Task statement:
Copy exactly the lines of the records below, and only those lines, beginning with the line that contains "thumb tip: (928, 800)" and ending with the line that contains "pinky pip: (1177, 814)".

======== Material supplied

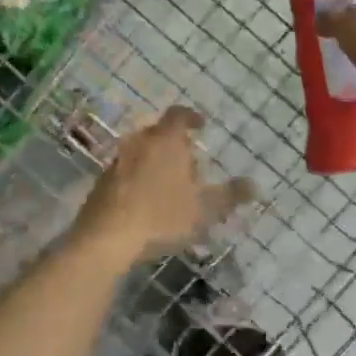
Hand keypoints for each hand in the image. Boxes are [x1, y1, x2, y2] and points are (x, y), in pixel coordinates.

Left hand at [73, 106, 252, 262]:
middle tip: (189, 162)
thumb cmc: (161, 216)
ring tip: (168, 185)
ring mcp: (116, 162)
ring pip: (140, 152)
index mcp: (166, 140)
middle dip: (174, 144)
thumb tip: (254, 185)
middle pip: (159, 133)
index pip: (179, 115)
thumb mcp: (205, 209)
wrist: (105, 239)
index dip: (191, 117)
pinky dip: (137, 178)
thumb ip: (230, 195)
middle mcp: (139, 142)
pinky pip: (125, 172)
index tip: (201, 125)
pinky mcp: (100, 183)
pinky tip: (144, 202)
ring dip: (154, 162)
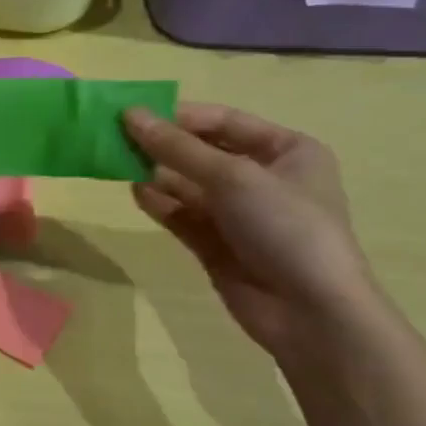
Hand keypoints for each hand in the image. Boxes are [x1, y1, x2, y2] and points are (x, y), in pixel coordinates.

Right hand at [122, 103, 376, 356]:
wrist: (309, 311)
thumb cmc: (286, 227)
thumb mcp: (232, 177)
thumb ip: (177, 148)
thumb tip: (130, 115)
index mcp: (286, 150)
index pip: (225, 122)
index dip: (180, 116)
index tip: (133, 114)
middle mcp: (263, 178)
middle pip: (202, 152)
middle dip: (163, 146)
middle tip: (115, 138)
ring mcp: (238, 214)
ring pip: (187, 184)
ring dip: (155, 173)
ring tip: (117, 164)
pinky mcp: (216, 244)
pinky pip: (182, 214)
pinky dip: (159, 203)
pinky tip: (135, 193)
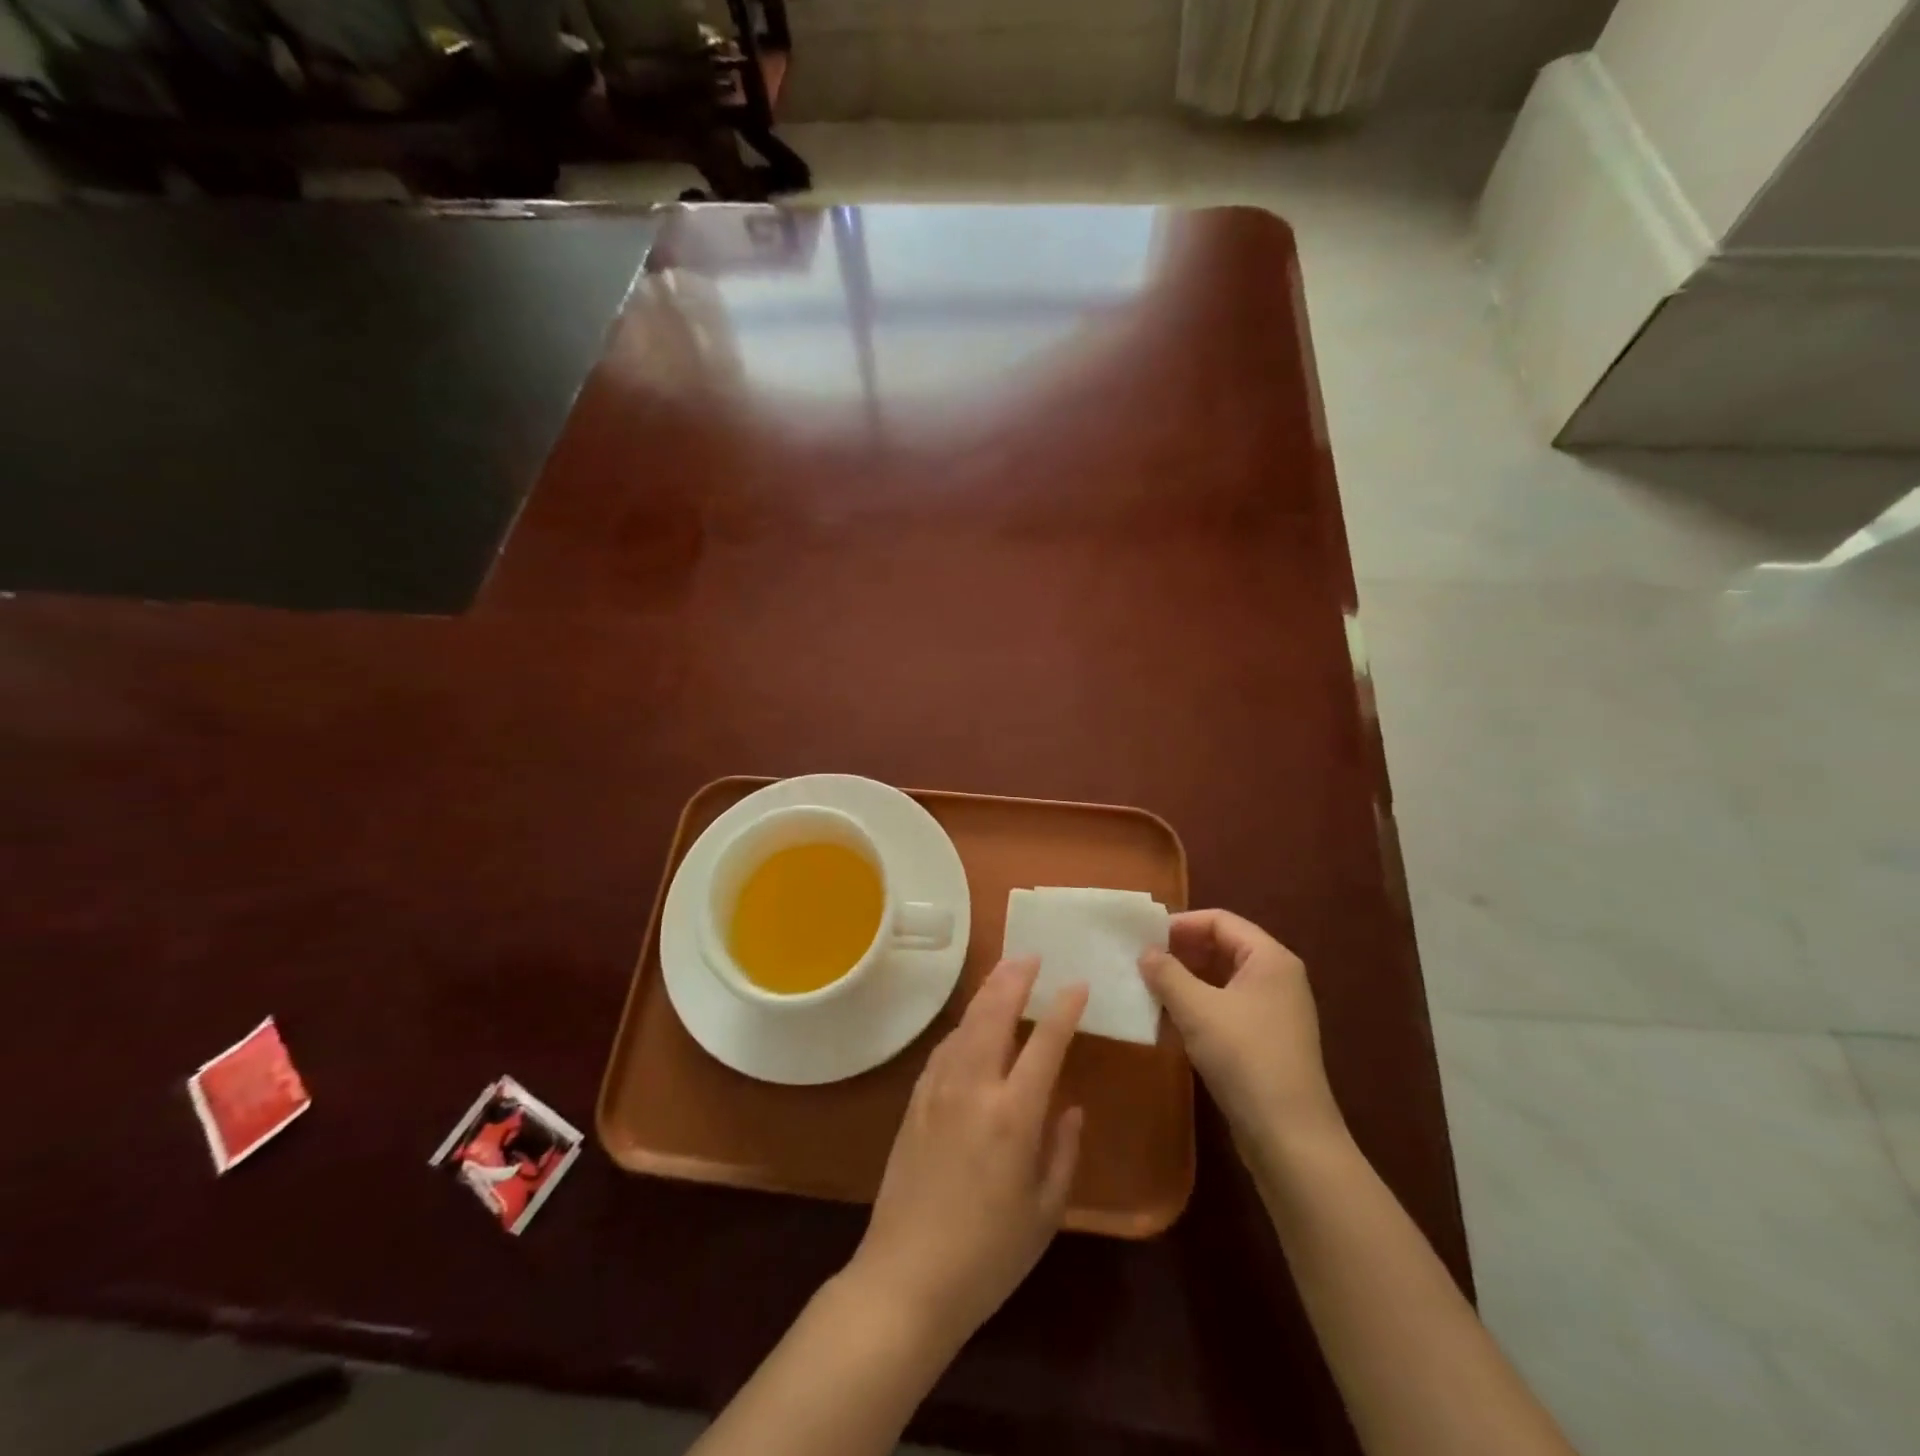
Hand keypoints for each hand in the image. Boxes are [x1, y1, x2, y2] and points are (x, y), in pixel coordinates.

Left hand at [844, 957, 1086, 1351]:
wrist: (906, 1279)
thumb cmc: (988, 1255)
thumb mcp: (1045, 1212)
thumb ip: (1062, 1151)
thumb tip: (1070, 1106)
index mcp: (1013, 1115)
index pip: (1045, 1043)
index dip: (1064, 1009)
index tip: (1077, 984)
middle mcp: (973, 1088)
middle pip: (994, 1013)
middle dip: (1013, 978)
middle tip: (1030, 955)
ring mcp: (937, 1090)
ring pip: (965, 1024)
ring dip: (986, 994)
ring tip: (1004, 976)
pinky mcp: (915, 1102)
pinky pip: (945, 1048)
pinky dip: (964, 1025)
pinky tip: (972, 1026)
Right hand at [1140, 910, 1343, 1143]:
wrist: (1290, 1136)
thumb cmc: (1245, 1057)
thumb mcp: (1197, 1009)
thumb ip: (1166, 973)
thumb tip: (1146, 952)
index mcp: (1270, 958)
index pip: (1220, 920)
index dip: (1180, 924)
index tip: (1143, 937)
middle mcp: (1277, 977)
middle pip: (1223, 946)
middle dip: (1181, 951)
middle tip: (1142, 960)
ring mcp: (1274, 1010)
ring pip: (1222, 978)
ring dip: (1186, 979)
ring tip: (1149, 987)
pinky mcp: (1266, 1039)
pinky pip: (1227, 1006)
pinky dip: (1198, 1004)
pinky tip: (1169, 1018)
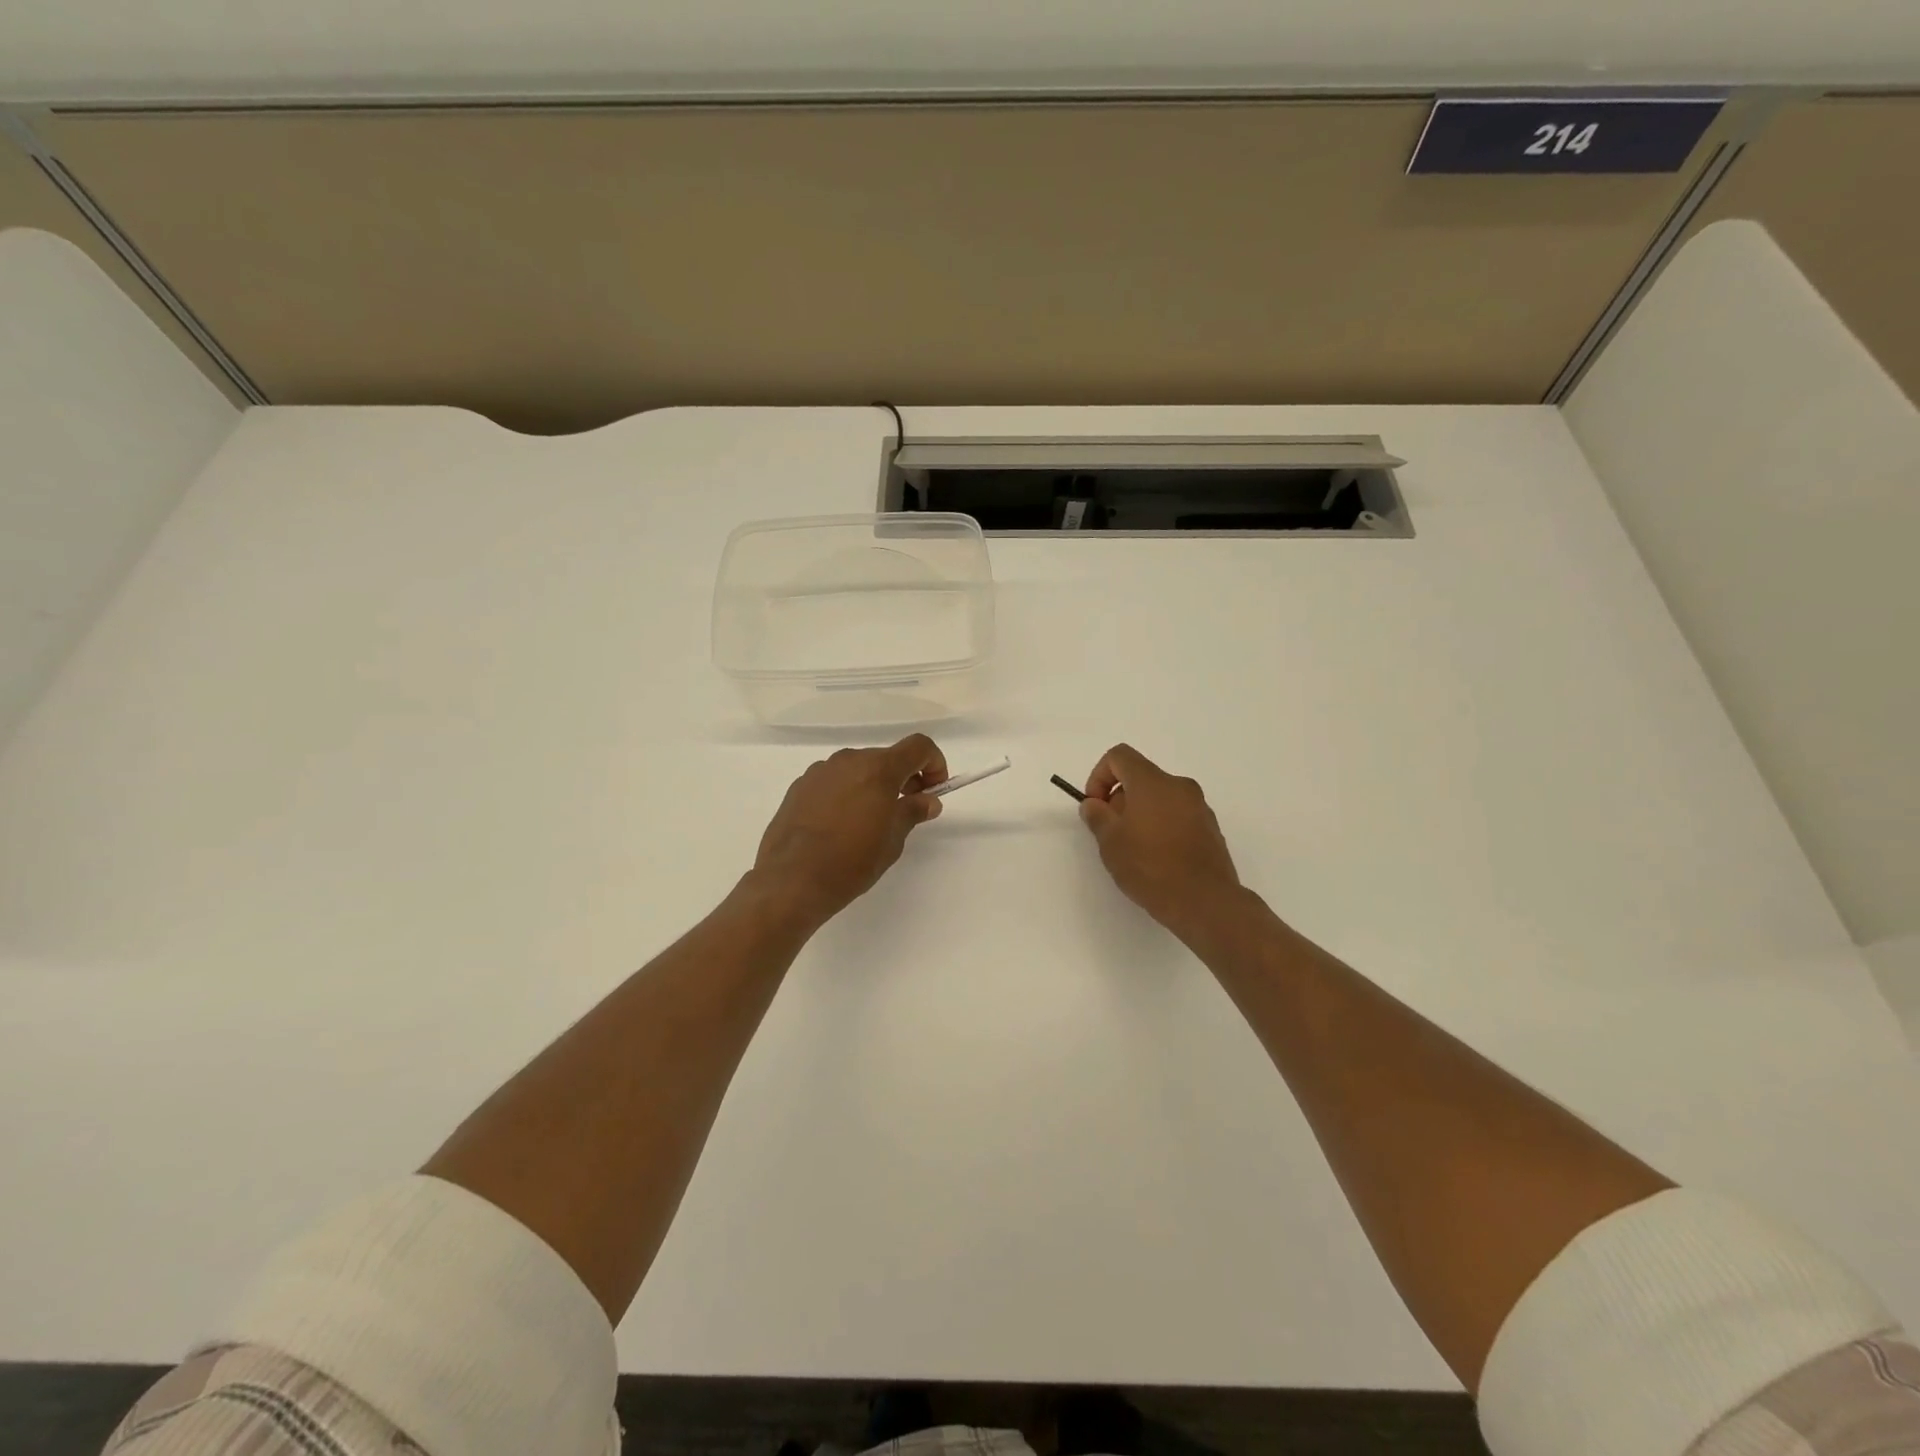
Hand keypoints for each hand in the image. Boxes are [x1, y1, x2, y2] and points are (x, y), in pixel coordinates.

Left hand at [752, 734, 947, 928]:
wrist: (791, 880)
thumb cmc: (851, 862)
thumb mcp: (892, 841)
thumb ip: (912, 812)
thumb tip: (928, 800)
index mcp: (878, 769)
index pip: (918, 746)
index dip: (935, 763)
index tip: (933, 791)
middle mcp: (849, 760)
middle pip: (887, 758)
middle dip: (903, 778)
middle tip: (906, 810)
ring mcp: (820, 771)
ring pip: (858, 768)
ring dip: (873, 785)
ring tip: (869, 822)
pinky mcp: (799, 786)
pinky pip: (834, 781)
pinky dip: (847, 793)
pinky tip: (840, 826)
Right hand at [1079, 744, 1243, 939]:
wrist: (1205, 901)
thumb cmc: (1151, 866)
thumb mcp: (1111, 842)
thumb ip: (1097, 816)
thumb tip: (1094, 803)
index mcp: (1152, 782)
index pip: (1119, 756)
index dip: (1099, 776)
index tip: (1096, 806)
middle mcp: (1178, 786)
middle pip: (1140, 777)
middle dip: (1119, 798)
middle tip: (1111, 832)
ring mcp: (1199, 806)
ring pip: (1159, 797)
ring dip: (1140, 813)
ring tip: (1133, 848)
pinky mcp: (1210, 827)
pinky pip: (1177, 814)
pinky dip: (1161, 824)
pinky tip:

================

Response to this task:
thumb tip: (928, 800)
index mcp: (878, 769)
index pip: (918, 746)
index dip: (935, 763)
index tip: (933, 791)
middle mcp: (849, 760)
middle pip: (887, 758)
middle dip: (903, 778)
middle tip: (906, 810)
ring mcp: (820, 771)
ring pip: (858, 768)
ring dip: (873, 785)
ring tip: (869, 822)
pinky mcp: (799, 786)
pinky pip: (834, 781)
pinky dip: (847, 793)
pinky tip: (840, 826)
Right hand at [1079, 744, 1243, 939]:
wrist: (1205, 901)
thumb cmc: (1151, 866)
thumb mcp: (1111, 842)
thumb ip: (1097, 816)
thumb tip: (1094, 803)
index mcp: (1152, 782)
index pip: (1119, 756)
index dip: (1099, 776)
index tip: (1096, 806)
middle mcp: (1178, 786)
middle pip: (1140, 777)
middle dip: (1119, 798)
middle tip: (1111, 832)
ring mcp: (1199, 806)
ring pip: (1159, 797)
ring dip: (1140, 813)
ring tip: (1133, 848)
pinky mcp: (1210, 827)
pinky pip: (1177, 814)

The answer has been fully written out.